To circle back to BI, I think the discussion about disability really is more widely applicable. Let’s suppose that Marxist theory has something to it, and opportunities for “productive work” by live human beings really are diminishing as capitalism ages. The theory certainly seems to fit many of the available facts. Something we *could* do in order to deal with the situation is to supplement capitalism-as-we-know it with BI for everyone, so that the result would look something like 1/2 capitalism, cut-throat competition, people who happen to be good at that sort of thing and/or well-connected making and losing fortunes at an exciting clip, and a certain amount of “creative class” jobs available for other people who happen to be good at that sort of thing and/or well connected; the other 1/2 consisting of massive society-wide expansion of the welfare state, with continuing consumption supported by state redistribution of taxes on the first 1/2 in the form of BI to everyone (but this universal BI being only vital to the survival of the latter 1/2).

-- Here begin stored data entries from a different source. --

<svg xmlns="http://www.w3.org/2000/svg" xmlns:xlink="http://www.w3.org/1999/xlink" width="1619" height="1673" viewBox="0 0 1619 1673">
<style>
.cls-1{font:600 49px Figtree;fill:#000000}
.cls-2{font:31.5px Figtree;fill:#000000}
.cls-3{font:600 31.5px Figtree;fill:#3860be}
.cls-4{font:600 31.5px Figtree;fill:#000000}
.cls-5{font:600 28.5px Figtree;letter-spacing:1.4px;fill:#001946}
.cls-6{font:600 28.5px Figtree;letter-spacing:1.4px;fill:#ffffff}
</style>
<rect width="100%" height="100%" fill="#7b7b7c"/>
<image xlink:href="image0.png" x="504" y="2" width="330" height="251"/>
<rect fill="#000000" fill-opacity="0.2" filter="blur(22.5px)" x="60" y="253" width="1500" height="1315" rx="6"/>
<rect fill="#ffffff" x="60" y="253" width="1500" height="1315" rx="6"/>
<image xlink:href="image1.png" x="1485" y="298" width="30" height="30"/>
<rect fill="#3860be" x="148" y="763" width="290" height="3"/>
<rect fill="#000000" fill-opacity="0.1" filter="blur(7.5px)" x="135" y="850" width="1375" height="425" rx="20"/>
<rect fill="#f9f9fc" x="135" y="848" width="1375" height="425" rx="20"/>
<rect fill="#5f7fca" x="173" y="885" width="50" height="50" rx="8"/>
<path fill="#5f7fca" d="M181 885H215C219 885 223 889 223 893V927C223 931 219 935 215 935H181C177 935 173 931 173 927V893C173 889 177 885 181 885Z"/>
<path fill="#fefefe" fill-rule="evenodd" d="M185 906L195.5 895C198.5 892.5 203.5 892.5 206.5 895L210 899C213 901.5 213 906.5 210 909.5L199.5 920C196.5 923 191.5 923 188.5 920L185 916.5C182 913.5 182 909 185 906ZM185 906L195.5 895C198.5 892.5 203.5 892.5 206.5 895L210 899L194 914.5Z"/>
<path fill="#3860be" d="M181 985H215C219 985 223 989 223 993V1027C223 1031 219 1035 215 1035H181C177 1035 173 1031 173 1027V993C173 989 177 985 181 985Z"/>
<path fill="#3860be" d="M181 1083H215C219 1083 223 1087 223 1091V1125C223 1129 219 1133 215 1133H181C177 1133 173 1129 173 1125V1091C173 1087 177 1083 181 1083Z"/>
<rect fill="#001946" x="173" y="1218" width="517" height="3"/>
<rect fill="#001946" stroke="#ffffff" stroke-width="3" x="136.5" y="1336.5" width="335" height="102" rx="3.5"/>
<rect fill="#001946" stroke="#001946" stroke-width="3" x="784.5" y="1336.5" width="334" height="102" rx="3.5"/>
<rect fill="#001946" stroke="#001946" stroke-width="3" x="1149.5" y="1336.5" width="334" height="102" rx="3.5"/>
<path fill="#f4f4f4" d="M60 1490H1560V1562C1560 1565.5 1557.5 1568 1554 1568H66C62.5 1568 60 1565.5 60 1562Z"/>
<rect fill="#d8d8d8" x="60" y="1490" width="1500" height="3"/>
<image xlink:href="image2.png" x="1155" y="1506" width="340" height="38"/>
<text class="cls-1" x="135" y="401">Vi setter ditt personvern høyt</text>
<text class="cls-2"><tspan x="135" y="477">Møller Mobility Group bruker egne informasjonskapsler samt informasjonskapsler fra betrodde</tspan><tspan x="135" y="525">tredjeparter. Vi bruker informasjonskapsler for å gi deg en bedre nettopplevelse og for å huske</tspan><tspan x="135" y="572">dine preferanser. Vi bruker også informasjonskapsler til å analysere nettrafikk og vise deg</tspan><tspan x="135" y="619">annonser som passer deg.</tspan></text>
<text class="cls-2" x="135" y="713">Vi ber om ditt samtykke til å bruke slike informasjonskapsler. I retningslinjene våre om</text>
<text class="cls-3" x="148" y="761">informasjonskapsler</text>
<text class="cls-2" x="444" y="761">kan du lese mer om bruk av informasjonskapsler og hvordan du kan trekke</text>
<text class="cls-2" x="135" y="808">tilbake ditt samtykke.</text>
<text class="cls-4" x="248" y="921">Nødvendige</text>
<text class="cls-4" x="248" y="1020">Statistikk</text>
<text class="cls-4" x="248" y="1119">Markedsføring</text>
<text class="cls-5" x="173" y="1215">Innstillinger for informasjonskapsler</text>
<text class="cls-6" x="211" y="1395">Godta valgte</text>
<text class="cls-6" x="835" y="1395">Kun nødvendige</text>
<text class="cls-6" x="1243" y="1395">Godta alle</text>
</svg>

I think under those conditions many people would prefer “make-work” to collecting BI and sitting at home by themselves all day. Witt is rather contemptuous of it when it involves people with disabilities, but what if it involved all kinds of folks and were called the Civilian Conservation Corps? I mean, it’s what got trotted out in the Great Depression — loads of make-work, some of which produced nice lasting stuff like park shelters and some of which did not. I don’t think the workers involved much cared either way — they wanted to work, not just in order to earn income, but also to feel like full participating citizens with co-workers and a place to go every day etc. etc. (this is what stay-at-home moms miss, too, btw)

It’s not The Revolution, in which all social forms are dissolved and reformed in entirely novel configurations. But I wouldn’t knock it; and I think that the contemporary work-life situation of people with disabilities is a bit of a canary in a coal mine.